そして俺は、世界の愉しみ方を実感させてやった。人の在り方、綺麗も汚いも、全てひっくるめた飲み込み方。あぁ、そういえば扇動の仕方も教えたが、あれはあまり身に付かなかったなぁ。
そんな幾千を生きた魔人共が揃って熱を上げた天才だ、その仕上がりはダンジョンの中で探索者としての力をつける度により精密な、より恐ろしいモノになるだろうさ。
それこそ相対した相手を映し出す鏡のように。深淵を覗き込んだ者よ、忘れるなかれ、と囁きかけるような。
――――そうして育てた結果、何故か若干脳筋気味になってしまった感はあるが。多分バルトルトが悪い。
頭は悪くないんだ。悪くないんだが、それらは全て相手をどう打倒するかに費やされる。急いて白か黒かを決めたがる。
その辺りはまだまだガキだが、もうちっと歳を重ねて落ち着けばそれはもう恐ろしい事になるのが目に見えるようだ。
相対する者を打ち倒すまで油断など無く、あらゆる手を使って追い詰め、そこに混ぜ込まれた何でもないような一撃であっさりと致命傷を寄越す、なんて。
あー、おっそろしいにも程がある。
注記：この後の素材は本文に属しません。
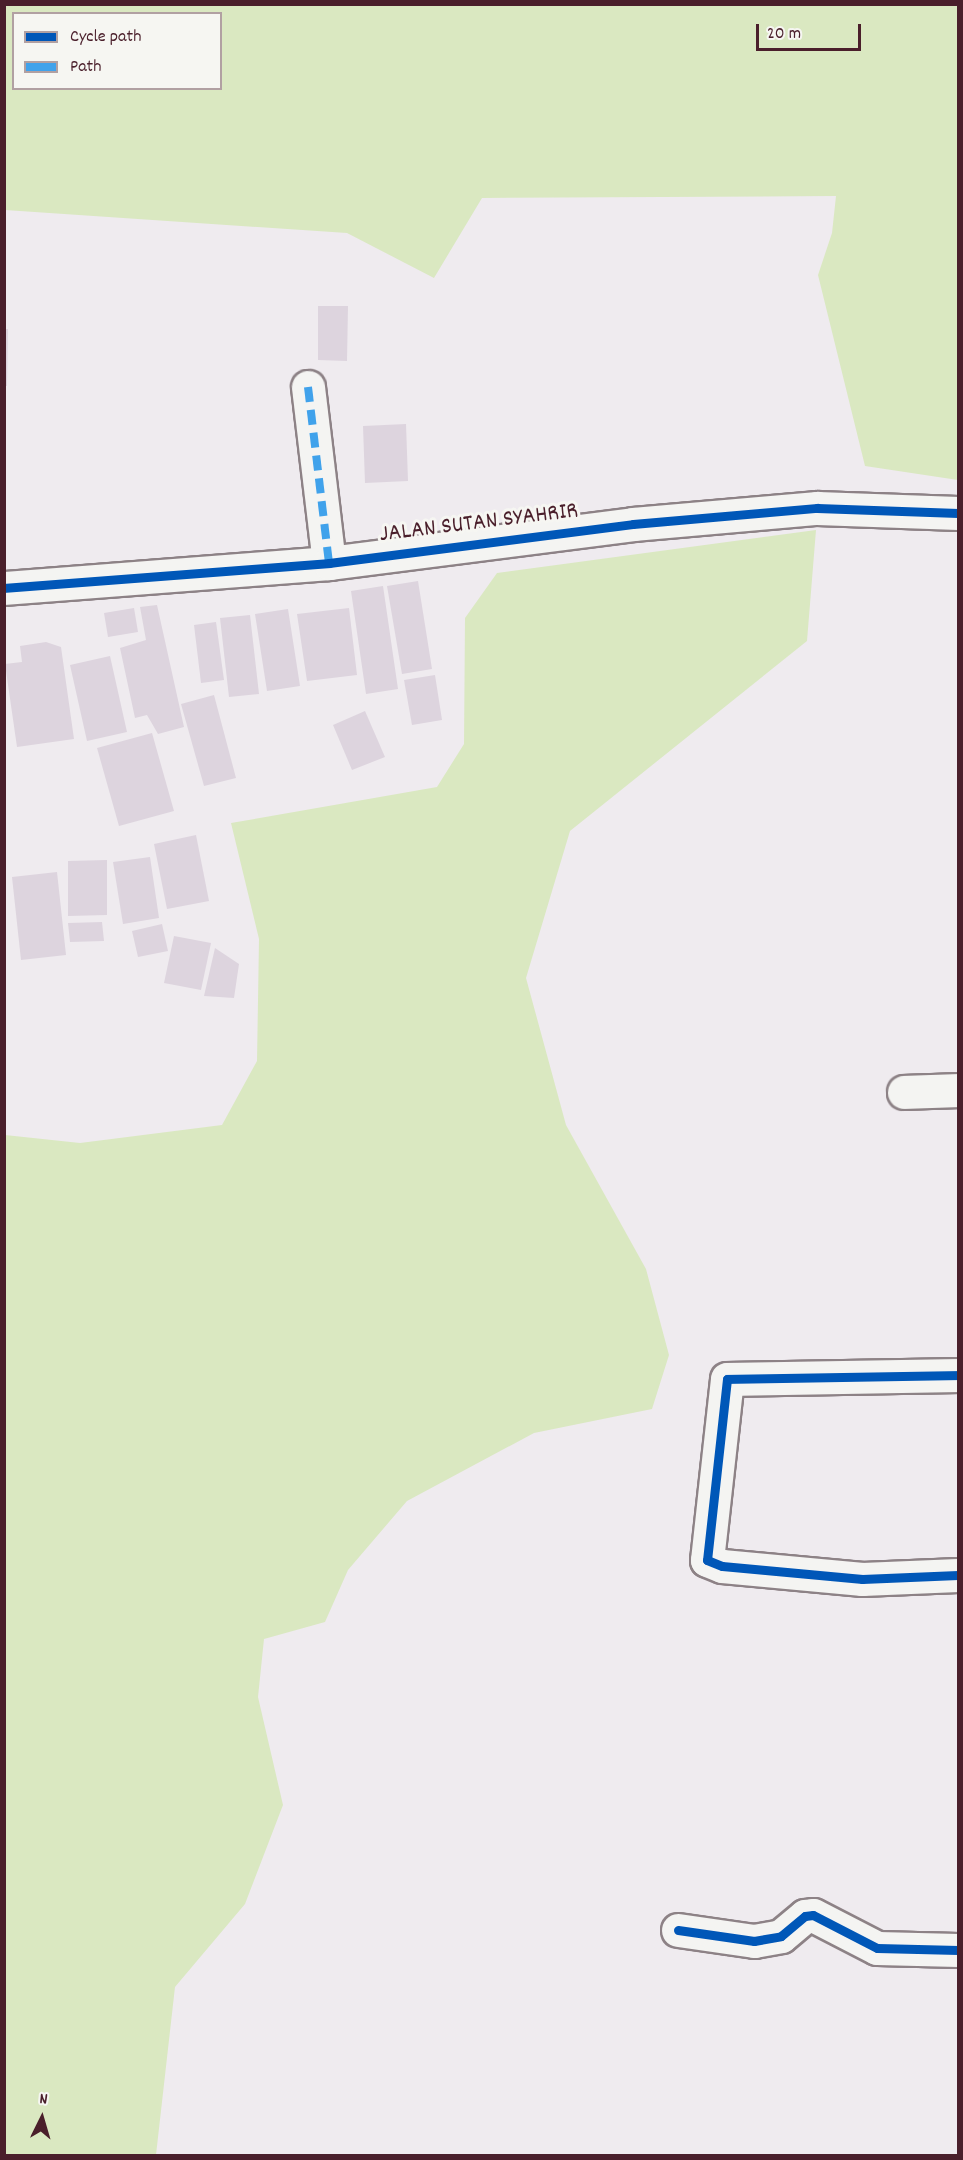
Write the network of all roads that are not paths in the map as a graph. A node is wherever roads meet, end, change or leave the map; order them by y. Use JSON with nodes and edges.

俺が冒険者やってた頃にそんなのと出会ってたらとりあえず攪乱魔法をダース単位でバラ撒いて逃げるわ。
あれはともすれば格下でありながら格上をも食うだろう。
うん、面白いねぇ、可愛いねぇ、我らが愛娘は。
「あれをただの探索者の卵だと思ってると、孵った瞬間にがぶりとやられるかもなぁ? 精々気を付けて観察しておきな」
Tips:ギルド
A:探索者の相互扶助組合
B:クエストボードを設置しており、誰でも依頼を出せる
C:ダンジョンの存在する街にあり、ギルドのランクは共通で扱われる
D:ランクはブロンズ(上層)、アイアン(上層~中層)、シルバー(中層)、ゴールド(中層~深層)、ミスリル(深層~)と、メインとなる探索階層によって決められる。